There are an average of 38 days with measurable precipitation. The wettest calendar year was 1946 with 10.27 in (261 mm) and the driest 1927 with 1.92 in (49 mm). The most precipitation in one month was 2.87 inches (72.9 mm) in November 1946. The most precipitation in 24 hours was 1.62 inches (41.1 mm) on August 17, 1977. Average annual snowfall is 16.8 inches or 0.43 metres, though even in winter the median snow depth is zero and the maximum recorded only 13 inches or 0.33 metres on February 11, 1968. The most snowfall in one year was 79.3 inches (2.01 m) from July 1946 to June 1947, including 37.0 inches or 0.94 metres in November 1946.
As of the census of 2000, there were 2,627 people, 1,109 households, and 672 families residing in the CDP. The population density was 162.1 people per square mile (62.6/km²). There were 1,561 housing units at an average density of 96.3 per square mile (37.2/km²). The racial makeup of the CDP was 91.24% White, 1.41% Native American, 0.76% African American, 0.42% Asian, 0.30% Pacific Islander, 2.82% from other races, and 3.05% from two or more races. Hispanic or Latino of any race were 6.17% of the population.

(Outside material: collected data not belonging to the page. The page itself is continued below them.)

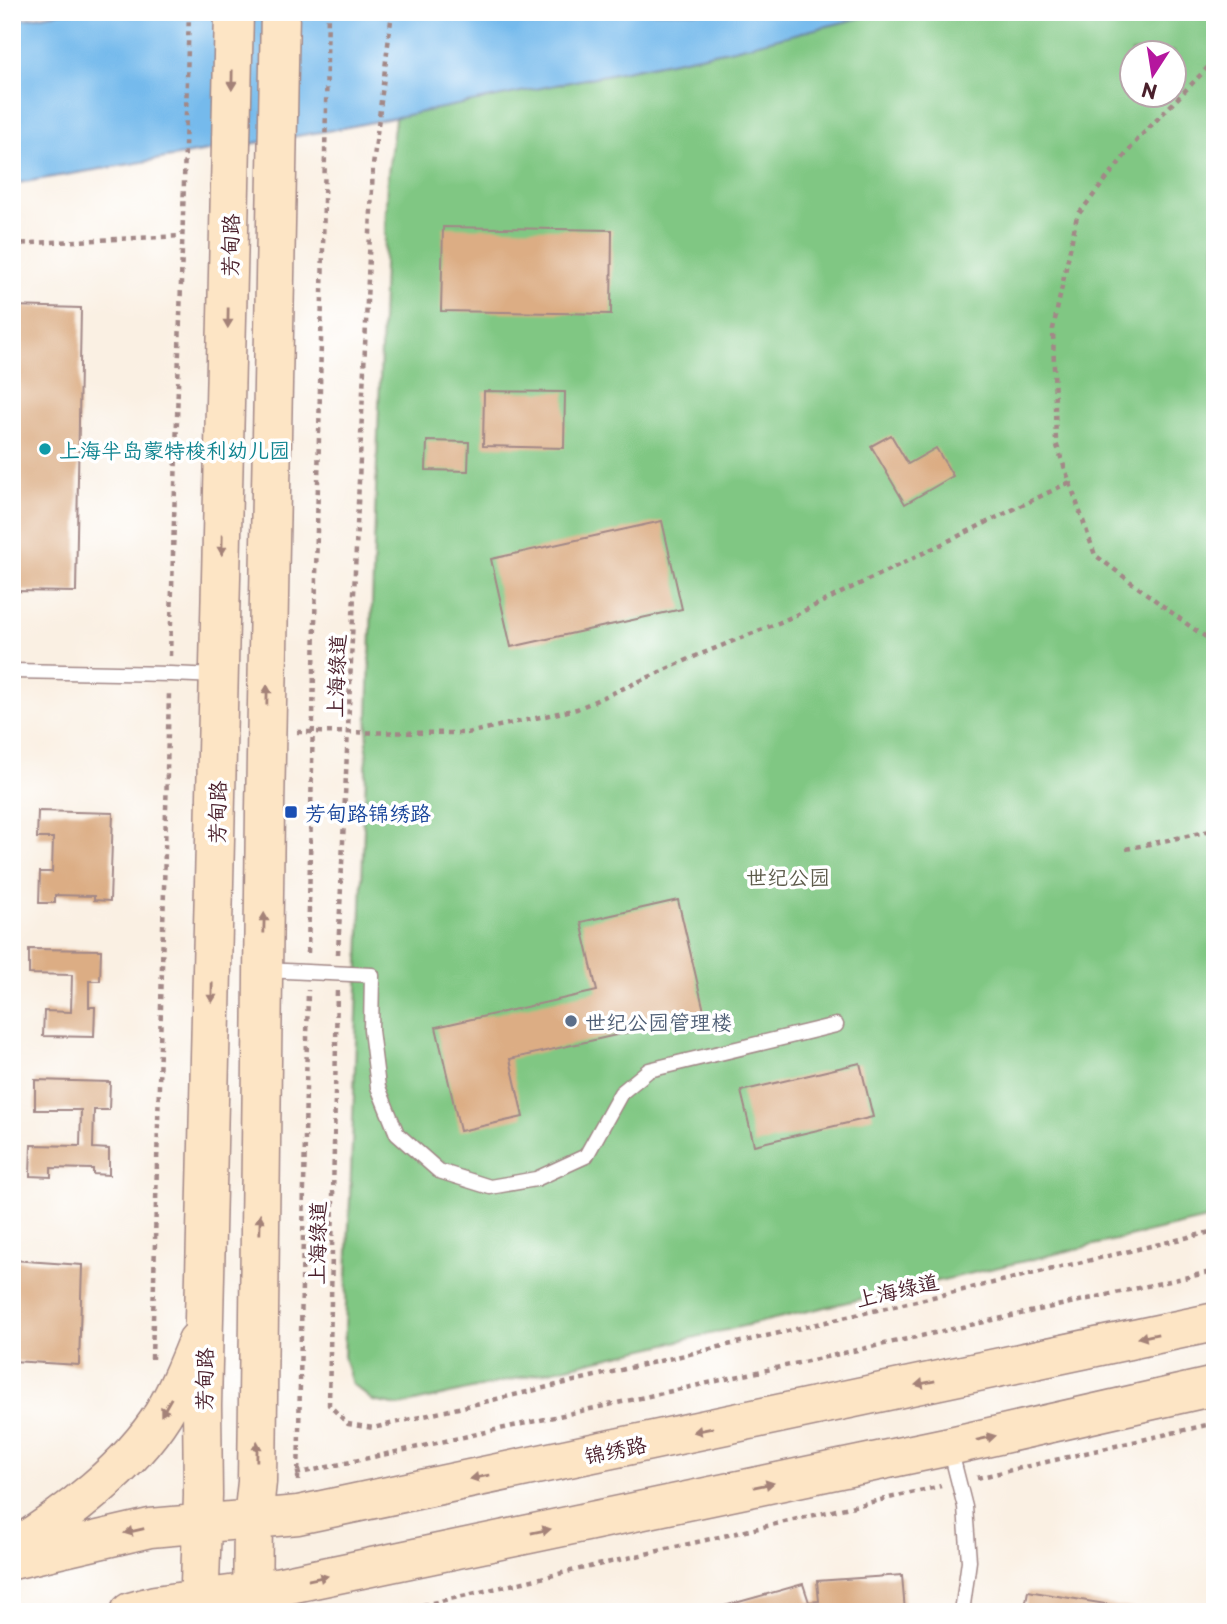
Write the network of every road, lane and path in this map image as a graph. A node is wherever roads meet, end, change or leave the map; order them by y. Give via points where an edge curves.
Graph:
1 (189, 12) edge
2 (234, 12) edge
3 (280, 12) edge
4 (328, 12) edge
5 (392, 12) edge
6 (1215, 60) edge
7 (181, 236) junction
8 (12, 244) edge
9 (1069, 482) junction
10 (1215, 643) edge
11 (12, 671) edge
12 (170, 674) junction
13 (219, 677) junction
14 (267, 731) junction
15 (313, 733) junction
16 (348, 734) junction
17 (1215, 830) edge
18 (1126, 849) dead end
19 (263, 970) junction
20 (308, 972) junction
21 (338, 975) junction
22 (836, 1025) dead end
23 (1215, 1231) edge
24 (1215, 1271) edge
25 (1215, 1322) edge
26 (204, 1323) junction
27 (152, 1362) dead end
28 (1215, 1386) edge
29 (1215, 1423) edge
30 (955, 1464) junction
31 (299, 1474) junction
32 (255, 1501) junction
33 (298, 1515) junction
34 (202, 1522) junction
35 (12, 1549) edge
36 (12, 1560) edge
37 (252, 1602) edge
38 (199, 1605) edge
39 (130, 1612) edge
40 (393, 1612) edge
41 (962, 1612) edge

1 - 7 path
2 -> 13 main road, 芳甸路
14 -> 3 main road
4 - 15 path
5 - 16 path, 上海绿道 via 373,166
6 - 9 path via 1138,139 1077,216 1053,329 1056,443
7 - 8 path
7 - 12 path
9 - 10 path via 1095,555
9 - 16 path via 783,621 577,709 467,733
11 - 12 lane
12 - 13 lane
12 - 27 path
13 -> 26 main road, 芳甸路
14 - 15 path
19 -> 14 main road
15 - 16 path
15 - 20 path
16 - 21 path, 上海绿道
17 - 18 path
19 - 20 lane
32 -> 19 main road
20 - 21 lane
20 - 31 path
21 - 22 lane via 372,975 371,1030 378,1087 397,1134 439,1171 490,1187 536,1180 586,1156 621,1093 649,1070
21 - 23 path, 上海绿道 via 329,1405 348,1424 373,1428
24 - 31 path
25 -> 33 main road, 锦绣路
26 - 34 main road, 芳甸路
26 -> 35 main road via 162,1414 137,1447 74,1508
30 -> 28 main road
29 - 30 path
37 -> 30 main road
30 - 40 path
30 - 41 lane via 965,1507 969,1561
31 - 32 path
31 - 33 path
32 - 33 main road, 锦绣路
32 - 34 main road, 锦绣路
32 - 37 main road
34 -> 36 main road, 锦绣路 via 150,1528
34 - 38 main road, 芳甸路
37 - 38 main road
38 - 39 main road via 155,1605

There were 1,109 households out of which 32.2% had children under the age of 18 living with them, 48.9% were married couples living together, 7.5% had a female householder with no husband present, and 39.4% were non-families. 34.2% of all households were made up of individuals and 10.1% had someone living alone who was 65 years of age or older. The average household size was 2.33 and the average family size was 3.03.

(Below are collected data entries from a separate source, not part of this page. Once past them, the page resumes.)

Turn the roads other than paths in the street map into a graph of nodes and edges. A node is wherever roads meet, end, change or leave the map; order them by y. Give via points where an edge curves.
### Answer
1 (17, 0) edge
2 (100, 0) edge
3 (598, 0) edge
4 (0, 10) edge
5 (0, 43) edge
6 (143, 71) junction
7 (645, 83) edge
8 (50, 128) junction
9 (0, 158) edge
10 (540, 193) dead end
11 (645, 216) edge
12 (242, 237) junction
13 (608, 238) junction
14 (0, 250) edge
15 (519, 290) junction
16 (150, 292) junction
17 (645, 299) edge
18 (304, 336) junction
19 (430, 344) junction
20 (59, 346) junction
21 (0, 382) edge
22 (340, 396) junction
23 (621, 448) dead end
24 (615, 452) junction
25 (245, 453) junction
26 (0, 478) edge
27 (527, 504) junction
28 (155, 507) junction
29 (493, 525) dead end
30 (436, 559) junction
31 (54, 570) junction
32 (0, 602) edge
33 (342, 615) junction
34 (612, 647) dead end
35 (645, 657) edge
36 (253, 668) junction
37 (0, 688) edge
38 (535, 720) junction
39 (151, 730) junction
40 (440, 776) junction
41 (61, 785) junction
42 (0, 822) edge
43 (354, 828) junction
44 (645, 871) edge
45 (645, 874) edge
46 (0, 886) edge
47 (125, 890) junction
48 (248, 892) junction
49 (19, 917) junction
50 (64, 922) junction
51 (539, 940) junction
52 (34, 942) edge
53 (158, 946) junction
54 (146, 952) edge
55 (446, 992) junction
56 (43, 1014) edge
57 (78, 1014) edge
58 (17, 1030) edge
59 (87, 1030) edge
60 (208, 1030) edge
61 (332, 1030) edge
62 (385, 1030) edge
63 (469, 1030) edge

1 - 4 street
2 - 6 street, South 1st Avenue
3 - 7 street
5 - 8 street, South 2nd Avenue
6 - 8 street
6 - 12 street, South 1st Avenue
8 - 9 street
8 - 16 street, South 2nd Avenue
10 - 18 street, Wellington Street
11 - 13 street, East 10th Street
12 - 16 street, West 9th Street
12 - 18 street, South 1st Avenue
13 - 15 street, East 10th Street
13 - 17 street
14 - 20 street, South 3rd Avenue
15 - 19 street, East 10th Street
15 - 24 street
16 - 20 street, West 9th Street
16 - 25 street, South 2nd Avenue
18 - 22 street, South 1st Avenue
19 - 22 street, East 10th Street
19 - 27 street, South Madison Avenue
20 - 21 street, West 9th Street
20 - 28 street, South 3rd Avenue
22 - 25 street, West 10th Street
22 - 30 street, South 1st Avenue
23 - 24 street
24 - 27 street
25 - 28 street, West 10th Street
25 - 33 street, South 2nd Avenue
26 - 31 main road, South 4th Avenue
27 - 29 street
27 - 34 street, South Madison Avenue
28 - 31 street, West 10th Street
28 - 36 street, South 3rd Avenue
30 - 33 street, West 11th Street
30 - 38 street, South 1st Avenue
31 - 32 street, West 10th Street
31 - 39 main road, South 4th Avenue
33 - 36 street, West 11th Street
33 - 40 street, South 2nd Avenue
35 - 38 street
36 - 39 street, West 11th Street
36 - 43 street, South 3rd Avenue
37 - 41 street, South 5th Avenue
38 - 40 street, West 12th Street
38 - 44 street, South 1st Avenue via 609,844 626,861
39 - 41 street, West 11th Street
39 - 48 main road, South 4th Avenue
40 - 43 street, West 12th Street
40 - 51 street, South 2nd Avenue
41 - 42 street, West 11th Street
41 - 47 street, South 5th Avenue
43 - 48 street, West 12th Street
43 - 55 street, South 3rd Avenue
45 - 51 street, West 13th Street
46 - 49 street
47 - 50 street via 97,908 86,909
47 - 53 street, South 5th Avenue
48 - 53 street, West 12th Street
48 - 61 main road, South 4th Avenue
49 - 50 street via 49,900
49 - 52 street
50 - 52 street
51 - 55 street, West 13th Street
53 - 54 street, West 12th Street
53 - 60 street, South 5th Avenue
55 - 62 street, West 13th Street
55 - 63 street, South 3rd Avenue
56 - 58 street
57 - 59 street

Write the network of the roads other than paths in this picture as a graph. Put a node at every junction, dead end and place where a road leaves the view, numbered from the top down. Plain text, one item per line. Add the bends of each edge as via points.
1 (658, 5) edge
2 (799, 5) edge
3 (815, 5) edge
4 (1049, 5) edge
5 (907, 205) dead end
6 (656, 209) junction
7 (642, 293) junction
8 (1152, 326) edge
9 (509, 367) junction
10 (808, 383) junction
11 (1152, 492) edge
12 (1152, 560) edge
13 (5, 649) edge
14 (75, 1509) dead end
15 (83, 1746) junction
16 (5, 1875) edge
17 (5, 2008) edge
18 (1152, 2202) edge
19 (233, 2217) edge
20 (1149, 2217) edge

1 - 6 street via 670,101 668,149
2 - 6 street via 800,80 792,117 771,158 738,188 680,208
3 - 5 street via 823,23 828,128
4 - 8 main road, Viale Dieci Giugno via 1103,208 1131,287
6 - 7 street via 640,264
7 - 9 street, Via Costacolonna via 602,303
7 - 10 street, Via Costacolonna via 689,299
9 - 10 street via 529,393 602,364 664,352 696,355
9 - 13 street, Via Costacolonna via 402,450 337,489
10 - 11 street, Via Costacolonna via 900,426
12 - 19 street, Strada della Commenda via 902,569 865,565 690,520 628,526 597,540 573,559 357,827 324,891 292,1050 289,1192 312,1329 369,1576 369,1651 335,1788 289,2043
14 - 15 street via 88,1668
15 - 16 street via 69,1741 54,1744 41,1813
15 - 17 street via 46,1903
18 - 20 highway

In the CDP, the population was spread out with 27.1% under the age of 18, 6.2% from 18 to 24, 29.3% from 25 to 44, 27.3% from 45 to 64, and 10.1% who were 65 years of age or older. The median age was 39 years. For every 100 females, there were 108.3 males. For every 100 women age 18 and over, there were 105.9 men.
The median income for a household in the CDP was $37,401, and the median income for a family was $47,917. Males had a median income of $40,018 versus $22,056 for females. The per capita income for the CDP was $18,256. About 5.7% of families and 11.2% of the population were below the poverty line, including 7.3% of those under age 18 and 19.1% of those age 65 or over.
During the silver bonanza of the first decade of the 20th century, the need in the precious-metal fields for freight service led to construction of a network of local railroad lines across the Nevada desert to Tonopah. Examples include the Las Vegas and Tonopah Railroad, the Tonopah and Goldfield Railroad, and the Tonopah and Tidewater Railroad. Coal was hauled to the silver mines to power mine operations and also the stamp mills built in and around Tonopah to break apart the hard-rock ore for milling and refining.
As the railroad lines were reduced with the decline of mining and restructuring of railroads in the late 20th century, 18-wheelers became the dominant method of moving freight. Tonopah took on a new identity as an extreme freight destination. The chorus of the song "Willin'" by Lowell George of Little Feat on the albums Little Feat, Sailin' Shoes, and Waiting for Columbus refers to either Tonopah, Arizona, or Tonopah, Nevada:
And I've been from Tucson to Tucumcari, Tehachapi to Tonopah.
I've driven every kind of rig that's ever been made;
driven the backroads so I wouldn't get weighed.
In the early 21st century, Tonopah is served by two U.S. Highways, Routes 6 and 95. There is no rail service. General aviation facilities are located at nearby Tonopah Airport. The nearest airport with scheduled passenger service is Mammoth Yosemite Airport, about 100 miles away. The nearest major airports are McCarran International Airport in Las Vegas, and Reno–Tahoe International Airport in Reno, each more than 200 miles away.